- TASK PROMPT
A word-for-word copy of the entries below is required.

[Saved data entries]
"""
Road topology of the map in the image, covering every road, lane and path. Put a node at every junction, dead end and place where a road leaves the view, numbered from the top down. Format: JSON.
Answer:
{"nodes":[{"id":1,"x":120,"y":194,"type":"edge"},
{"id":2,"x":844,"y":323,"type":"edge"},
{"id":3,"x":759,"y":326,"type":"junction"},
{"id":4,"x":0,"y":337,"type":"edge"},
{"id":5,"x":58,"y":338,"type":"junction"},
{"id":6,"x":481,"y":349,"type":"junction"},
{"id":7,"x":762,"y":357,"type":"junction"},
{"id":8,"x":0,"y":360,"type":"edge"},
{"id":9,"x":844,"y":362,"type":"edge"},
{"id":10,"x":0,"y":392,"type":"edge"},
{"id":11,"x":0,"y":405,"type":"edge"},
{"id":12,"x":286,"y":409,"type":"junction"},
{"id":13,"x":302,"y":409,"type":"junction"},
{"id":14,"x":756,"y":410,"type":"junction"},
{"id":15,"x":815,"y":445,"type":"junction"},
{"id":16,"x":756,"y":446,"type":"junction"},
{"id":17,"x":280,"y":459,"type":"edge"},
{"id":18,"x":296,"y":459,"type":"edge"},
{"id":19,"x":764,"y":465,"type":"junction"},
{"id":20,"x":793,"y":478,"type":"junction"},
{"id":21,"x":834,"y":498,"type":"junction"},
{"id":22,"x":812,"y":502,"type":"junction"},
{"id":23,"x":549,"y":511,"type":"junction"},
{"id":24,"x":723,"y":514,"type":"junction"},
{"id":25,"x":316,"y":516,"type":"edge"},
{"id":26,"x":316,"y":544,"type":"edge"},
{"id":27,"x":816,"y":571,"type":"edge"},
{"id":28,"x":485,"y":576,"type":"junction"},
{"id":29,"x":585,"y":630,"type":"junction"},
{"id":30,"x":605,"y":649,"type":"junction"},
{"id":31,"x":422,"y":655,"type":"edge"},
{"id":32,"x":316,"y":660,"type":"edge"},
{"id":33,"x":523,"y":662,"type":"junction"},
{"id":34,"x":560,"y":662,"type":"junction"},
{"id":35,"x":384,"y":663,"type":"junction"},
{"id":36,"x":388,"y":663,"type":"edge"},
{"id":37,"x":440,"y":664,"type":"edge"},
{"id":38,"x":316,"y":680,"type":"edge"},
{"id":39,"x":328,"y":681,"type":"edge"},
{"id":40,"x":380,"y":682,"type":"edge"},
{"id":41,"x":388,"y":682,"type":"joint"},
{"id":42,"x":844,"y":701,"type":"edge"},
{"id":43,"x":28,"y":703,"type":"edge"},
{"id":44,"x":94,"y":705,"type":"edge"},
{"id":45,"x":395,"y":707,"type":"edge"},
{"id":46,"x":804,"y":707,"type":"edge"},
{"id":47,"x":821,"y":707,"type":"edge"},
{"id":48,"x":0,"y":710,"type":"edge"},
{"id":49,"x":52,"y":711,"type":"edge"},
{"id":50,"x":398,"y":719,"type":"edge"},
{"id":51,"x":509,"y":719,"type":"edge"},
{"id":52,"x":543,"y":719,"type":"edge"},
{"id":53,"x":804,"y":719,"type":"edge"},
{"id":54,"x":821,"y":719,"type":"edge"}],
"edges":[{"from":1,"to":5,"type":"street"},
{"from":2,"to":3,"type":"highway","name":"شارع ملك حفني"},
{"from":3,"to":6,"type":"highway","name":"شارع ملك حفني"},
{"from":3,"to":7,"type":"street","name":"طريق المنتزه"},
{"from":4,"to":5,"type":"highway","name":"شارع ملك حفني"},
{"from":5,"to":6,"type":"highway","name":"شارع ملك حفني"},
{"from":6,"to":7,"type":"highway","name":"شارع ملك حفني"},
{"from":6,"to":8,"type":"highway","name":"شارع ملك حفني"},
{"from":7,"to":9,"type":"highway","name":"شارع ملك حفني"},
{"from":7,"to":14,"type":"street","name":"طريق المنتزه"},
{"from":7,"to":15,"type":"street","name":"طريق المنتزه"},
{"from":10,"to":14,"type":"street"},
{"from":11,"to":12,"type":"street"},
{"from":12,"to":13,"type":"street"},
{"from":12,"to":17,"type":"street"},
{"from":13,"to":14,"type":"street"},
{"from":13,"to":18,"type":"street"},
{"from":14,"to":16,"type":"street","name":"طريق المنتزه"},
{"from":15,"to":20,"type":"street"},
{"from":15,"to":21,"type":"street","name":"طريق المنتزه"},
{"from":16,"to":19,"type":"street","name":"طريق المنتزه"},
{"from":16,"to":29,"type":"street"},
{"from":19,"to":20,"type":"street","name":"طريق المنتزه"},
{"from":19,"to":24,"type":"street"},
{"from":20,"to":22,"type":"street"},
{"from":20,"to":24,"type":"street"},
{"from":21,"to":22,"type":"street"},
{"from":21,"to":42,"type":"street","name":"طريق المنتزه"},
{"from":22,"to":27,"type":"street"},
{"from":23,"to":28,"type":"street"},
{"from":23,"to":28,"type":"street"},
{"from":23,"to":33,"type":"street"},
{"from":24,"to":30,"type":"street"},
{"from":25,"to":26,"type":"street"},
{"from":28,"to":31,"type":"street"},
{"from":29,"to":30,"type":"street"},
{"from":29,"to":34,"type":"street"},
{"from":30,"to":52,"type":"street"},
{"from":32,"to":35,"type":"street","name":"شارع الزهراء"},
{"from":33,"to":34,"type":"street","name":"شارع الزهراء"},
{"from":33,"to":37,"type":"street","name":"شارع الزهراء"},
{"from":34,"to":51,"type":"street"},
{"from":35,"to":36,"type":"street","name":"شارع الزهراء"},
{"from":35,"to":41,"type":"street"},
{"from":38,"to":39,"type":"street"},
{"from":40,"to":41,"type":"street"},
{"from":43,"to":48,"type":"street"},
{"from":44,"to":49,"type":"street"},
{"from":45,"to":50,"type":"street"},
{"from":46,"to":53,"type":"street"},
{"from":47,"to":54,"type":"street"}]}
"""
- ANSWER TO THE EXERCISE
Road topology of the map in the image, covering every road, lane and path. Put a node at every junction, dead end and place where a road leaves the view, numbered from the top down. Format: JSON.
Answer:
{"nodes":[{"id":1,"x":120,"y":194,"type":"edge"},
{"id":2,"x":844,"y":323,"type":"edge"},
{"id":3,"x":759,"y":326,"type":"junction"},
{"id":4,"x":0,"y":337,"type":"edge"},
{"id":5,"x":58,"y":338,"type":"junction"},
{"id":6,"x":481,"y":349,"type":"junction"},
{"id":7,"x":762,"y":357,"type":"junction"},
{"id":8,"x":0,"y":360,"type":"edge"},
{"id":9,"x":844,"y":362,"type":"edge"},
{"id":10,"x":0,"y":392,"type":"edge"},
{"id":11,"x":0,"y":405,"type":"edge"},
{"id":12,"x":286,"y":409,"type":"junction"},
{"id":13,"x":302,"y":409,"type":"junction"},
{"id":14,"x":756,"y":410,"type":"junction"},
{"id":15,"x":815,"y":445,"type":"junction"},
{"id":16,"x":756,"y":446,"type":"junction"},
{"id":17,"x":280,"y":459,"type":"edge"},
{"id":18,"x":296,"y":459,"type":"edge"},
{"id":19,"x":764,"y":465,"type":"junction"},
{"id":20,"x":793,"y":478,"type":"junction"},
{"id":21,"x":834,"y":498,"type":"junction"},
{"id":22,"x":812,"y":502,"type":"junction"},
{"id":23,"x":549,"y":511,"type":"junction"},
{"id":24,"x":723,"y":514,"type":"junction"},
{"id":25,"x":316,"y":516,"type":"edge"},
{"id":26,"x":316,"y":544,"type":"edge"},
{"id":27,"x":816,"y":571,"type":"edge"},
{"id":28,"x":485,"y":576,"type":"junction"},
{"id":29,"x":585,"y":630,"type":"junction"},
{"id":30,"x":605,"y":649,"type":"junction"},
{"id":31,"x":422,"y":655,"type":"edge"},
{"id":32,"x":316,"y":660,"type":"edge"},
{"id":33,"x":523,"y":662,"type":"junction"},
{"id":34,"x":560,"y":662,"type":"junction"},
{"id":35,"x":384,"y":663,"type":"junction"},
{"id":36,"x":388,"y":663,"type":"edge"},
{"id":37,"x":440,"y":664,"type":"edge"},
{"id":38,"x":316,"y":680,"type":"edge"},
{"id":39,"x":328,"y":681,"type":"edge"},
{"id":40,"x":380,"y":682,"type":"edge"},
{"id":41,"x":388,"y":682,"type":"joint"},
{"id":42,"x":844,"y":701,"type":"edge"},
{"id":43,"x":28,"y":703,"type":"edge"},
{"id":44,"x":94,"y":705,"type":"edge"},
{"id":45,"x":395,"y":707,"type":"edge"},
{"id":46,"x":804,"y":707,"type":"edge"},
{"id":47,"x":821,"y":707,"type":"edge"},
{"id":48,"x":0,"y":710,"type":"edge"},
{"id":49,"x":52,"y":711,"type":"edge"},
{"id":50,"x":398,"y":719,"type":"edge"},
{"id":51,"x":509,"y":719,"type":"edge"},
{"id":52,"x":543,"y":719,"type":"edge"},
{"id":53,"x":804,"y":719,"type":"edge"},
{"id":54,"x":821,"y":719,"type":"edge"}],
"edges":[{"from":1,"to":5,"type":"street"},
{"from":2,"to":3,"type":"highway","name":"شارع ملك حفني"},
{"from":3,"to":6,"type":"highway","name":"شارع ملك حفني"},
{"from":3,"to":7,"type":"street","name":"طريق المنتزه"},
{"from":4,"to":5,"type":"highway","name":"شارع ملك حفني"},
{"from":5,"to":6,"type":"highway","name":"شارع ملك حفني"},
{"from":6,"to":7,"type":"highway","name":"شارع ملك حفني"},
{"from":6,"to":8,"type":"highway","name":"شارع ملك حفني"},
{"from":7,"to":9,"type":"highway","name":"شارع ملك حفني"},
{"from":7,"to":14,"type":"street","name":"طريق المنتزه"},
{"from":7,"to":15,"type":"street","name":"طريق المنتزه"},
{"from":10,"to":14,"type":"street"},
{"from":11,"to":12,"type":"street"},
{"from":12,"to":13,"type":"street"},
{"from":12,"to":17,"type":"street"},
{"from":13,"to":14,"type":"street"},
{"from":13,"to":18,"type":"street"},
{"from":14,"to":16,"type":"street","name":"طريق المنتزه"},
{"from":15,"to":20,"type":"street"},
{"from":15,"to":21,"type":"street","name":"طريق المنتزه"},
{"from":16,"to":19,"type":"street","name":"طريق المنتزه"},
{"from":16,"to":29,"type":"street"},
{"from":19,"to":20,"type":"street","name":"طريق المنتزه"},
{"from":19,"to":24,"type":"street"},
{"from":20,"to":22,"type":"street"},
{"from":20,"to":24,"type":"street"},
{"from":21,"to":22,"type":"street"},
{"from":21,"to":42,"type":"street","name":"طريق المنتزه"},
{"from":22,"to":27,"type":"street"},
{"from":23,"to":28,"type":"street"},
{"from":23,"to":28,"type":"street"},
{"from":23,"to":33,"type":"street"},
{"from":24,"to":30,"type":"street"},
{"from":25,"to":26,"type":"street"},
{"from":28,"to":31,"type":"street"},
{"from":29,"to":30,"type":"street"},
{"from":29,"to":34,"type":"street"},
{"from":30,"to":52,"type":"street"},
{"from":32,"to":35,"type":"street","name":"شارع الزهراء"},
{"from":33,"to":34,"type":"street","name":"شارع الزهراء"},
{"from":33,"to":37,"type":"street","name":"شارع الزهراء"},
{"from":34,"to":51,"type":"street"},
{"from":35,"to":36,"type":"street","name":"شارع الزهراء"},
{"from":35,"to":41,"type":"street"},
{"from":38,"to":39,"type":"street"},
{"from":40,"to":41,"type":"street"},
{"from":43,"to":48,"type":"street"},
{"from":44,"to":49,"type":"street"},
{"from":45,"to":50,"type":"street"},
{"from":46,"to":53,"type":"street"},
{"from":47,"to":54,"type":"street"}]}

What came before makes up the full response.